The malware’s key component is a kernel driver named fast16.sys. The driver intercepts programs as they are loaded from disk and modifies their code directly in memory. Instead of crashing systems, it changes how calculations are performed, leading to incorrect (but believable) results.
“fast16.sys selectively targets high-precision calculation software, patching code in memory to tamper with results. By combining this payload with self-propagation mechanisms, the attackers aim to produce equivalent inaccurate calculations across an entire facility,” the report notes.
During research, SentinelLab discovered a file called ‘svcmgmt.exe,’ disguised as a normal Windows service utility, however, it contains an embedded Lua 5.0 virtual machine and encrypted bytecode that controls the malware’s behavior. This makes fast16 the earliest known Windows malware to use Lua, predating similar techniques later seen in Flame malware.
“The early 2000s saw a large number of network worms. Most were written by enthusiasts, spread quickly, and carried little or no meaningful payload. fast16 originates from the same period but follows a completely different pattern indicative of its provenance as state-level tooling.

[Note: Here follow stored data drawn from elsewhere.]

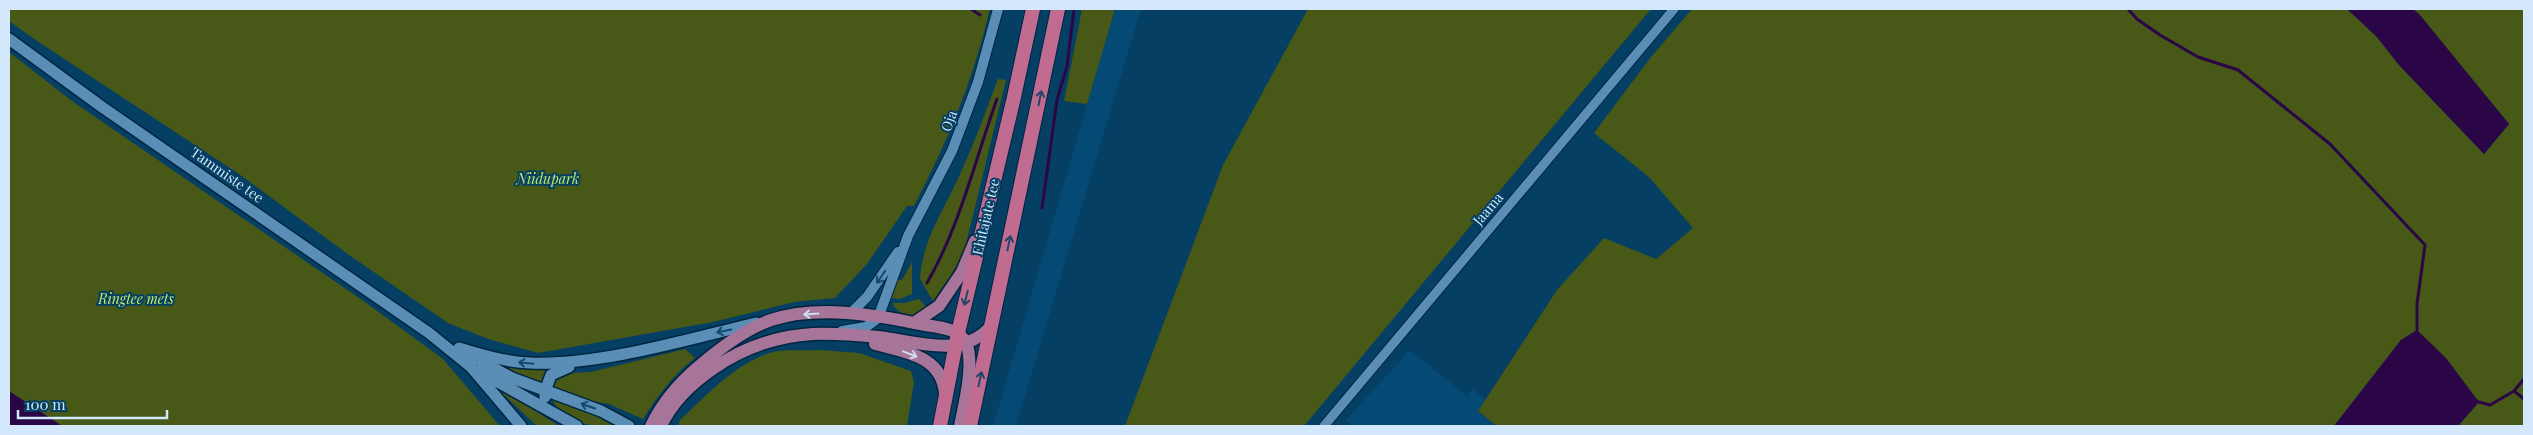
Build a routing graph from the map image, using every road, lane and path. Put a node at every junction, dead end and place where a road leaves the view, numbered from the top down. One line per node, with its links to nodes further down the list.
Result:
1 (998, 9): 7 (street, Oja)
2 (1033, 9): 6 (highway, Ehitajate tee)
3 (1058, 9): 12 (highway, Ehitajate tee, one-way to 3)
4 (1674, 9): 30 (street, Jaama)
5 (9, 39): 13 (main road, Tammiste tee)
6 (1014, 97): 11 (main road); 15 (highway, Ehitajate tee, one-way to 15)
7 (908, 236): 8 (street, Oja, one-way to 8); 9 (street, Oja)
8 (850, 314): 9 (main road); 10 (main road, one-way to 10)
9 (878, 318): 11 (main road); 14 (street)
10 (772, 320): 17 (main road, one-way to 17); 25 (main road)
11 (914, 323): 15 (main road)
12 (992, 325): 15 (main road); 29 (highway, Ehitajate tee, one-way to 12)
13 (429, 333): 16 (main road); 18 (main road)
14 (829, 334): 15 (main road); 20 (main road, one-way to 20); 26 (main road)
15 (960, 340): 20 (highway, Ehitajate tee); 28 (main road)
16 (459, 348): 17 (main road, one-way to 16); 19 (main road)
17 (609, 356): 19 (main road)
18 (471, 367): 21 (main road); 22 (main road)
19 (544, 391): 21 (main road); 24 (main road, one-way to 19)
20 (945, 397): 27 (highway, Ehitajate tee)
21 (553, 413): 23 (main road)
22 (521, 426)
23 (576, 426)
24 (629, 426)
25 (651, 426)
26 (661, 426)
27 (940, 426)
28 (960, 426)
29 (970, 426)
30 (1324, 426)

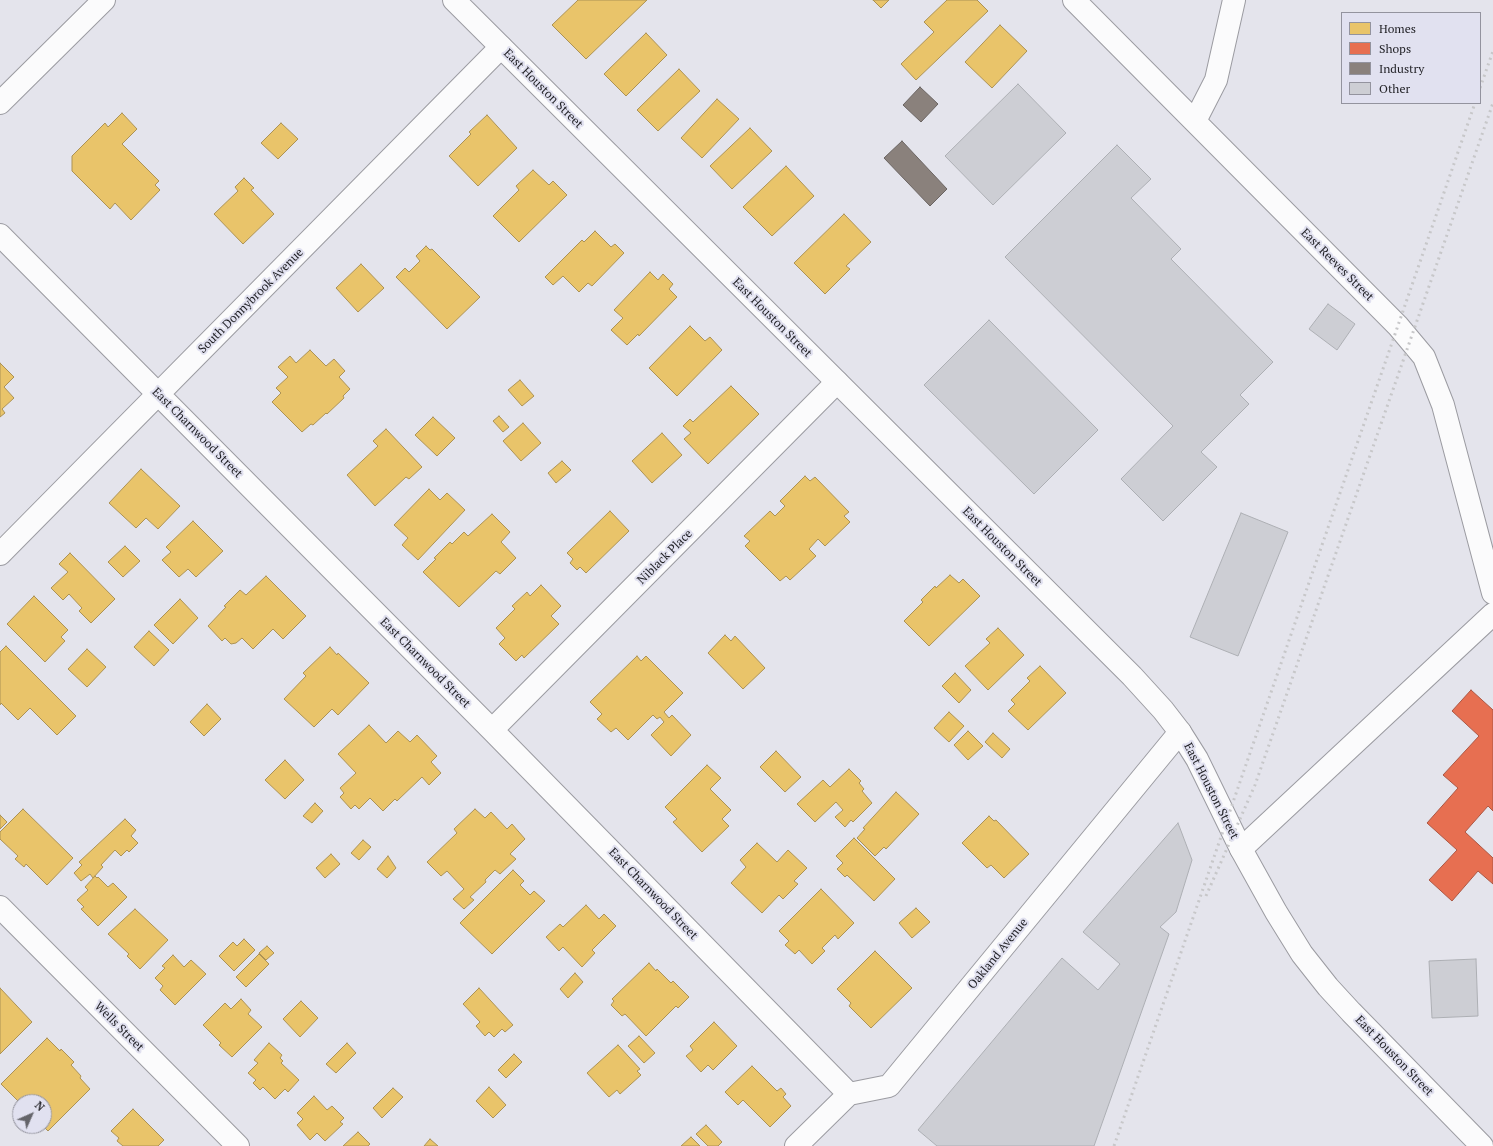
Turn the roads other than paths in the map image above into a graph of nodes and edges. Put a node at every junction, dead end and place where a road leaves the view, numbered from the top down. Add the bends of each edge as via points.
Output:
1 (104, 0) edge
2 (454, 0) edge
3 (1074, 0) edge
4 (1234, 0) edge
5 (501, 47) junction
6 (0, 103) edge
7 (1195, 121) junction
8 (0, 235) edge
9 (837, 382) junction
10 (159, 394) junction
11 (0, 554) edge
12 (1493, 592) edge
13 (1493, 614) edge
14 (492, 730) junction
15 (1180, 732) junction
16 (1241, 849) junction
17 (0, 907) edge
18 (849, 1094) junction
19 (238, 1146) edge
20 (796, 1146) edge
21 (1482, 1146) edge

1 - 6 street
2 - 5 street, East Houston Street
3 - 7 street, East Reeves Street
4 - 7 street via 1216,80
5 - 9 street, East Houston Street
5 - 10 street, South Donnybrook Avenue
7 - 12 street, East Reeves Street via 1398,326 1424,357 1443,405
8 - 10 street, East Charnwood Street
9 - 14 street, Niblack Place
9 - 15 street, East Houston Street via 1132,676
10 - 11 street, South Donnybrook Avenue
10 - 14 street, East Charnwood Street
13 - 16 street
14 - 18 street, East Charnwood Street
15 - 16 street, East Houston Street via 1197,759
15 - 18 street, Oakland Avenue via 889,1086
16 - 21 street, East Houston Street via 1302,954 1328,987
17 - 19 street, Wells Street
18 - 20 street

It’s the first recorded Lua-based network worm, and was built with a highly specific mission,” the report further explains.
The framework consists of three main parts: Lua bytecode for configuration and control logic; a helper DLL (svcmgmt.dll); the kernel driver (fast16.sys) that performs code tampering.
It can install itself as a Windows service, deploy the driver, and spread across networks. The spreading mechanism scans for Windows 2000 and XP machines with weak or default passwords. However, it only activates propagation when triggered manually or when common antivirus tools are not detected. It checks the Windows Registry for security products from vendors like Kaspersky, McAfee, Microsoft, and others.
The name “fast16” appears in files leaked by the Shadow Brokers group in 2016, which exposed tools linked to Equation Group, a threat actors believed to be associated with the US National Security Agency (NSA).
Another interesting aspect that points at the malware’s age is that the driver does not work on Windows 7 or newer systems, and it looks for security software that was common in the mid-2000s, including products that were discontinued around that time.
Researchers describe svcmgmt.exe as flexible, able to change how it behaves based on command-line input.
“The FPU patch in fast16.sys was written to corrupt these routines in a controlled way, producing alternative outputs. This moves fast16 out of the realm of generic espionage tooling and into the category of strategic sabotage. By introducing small but systematic errors into physical‑world calculations, the framework could undermine or slow scientific research programs, degrade engineered systems over time or even contribute to catastrophic damage,” SentinelLabs says.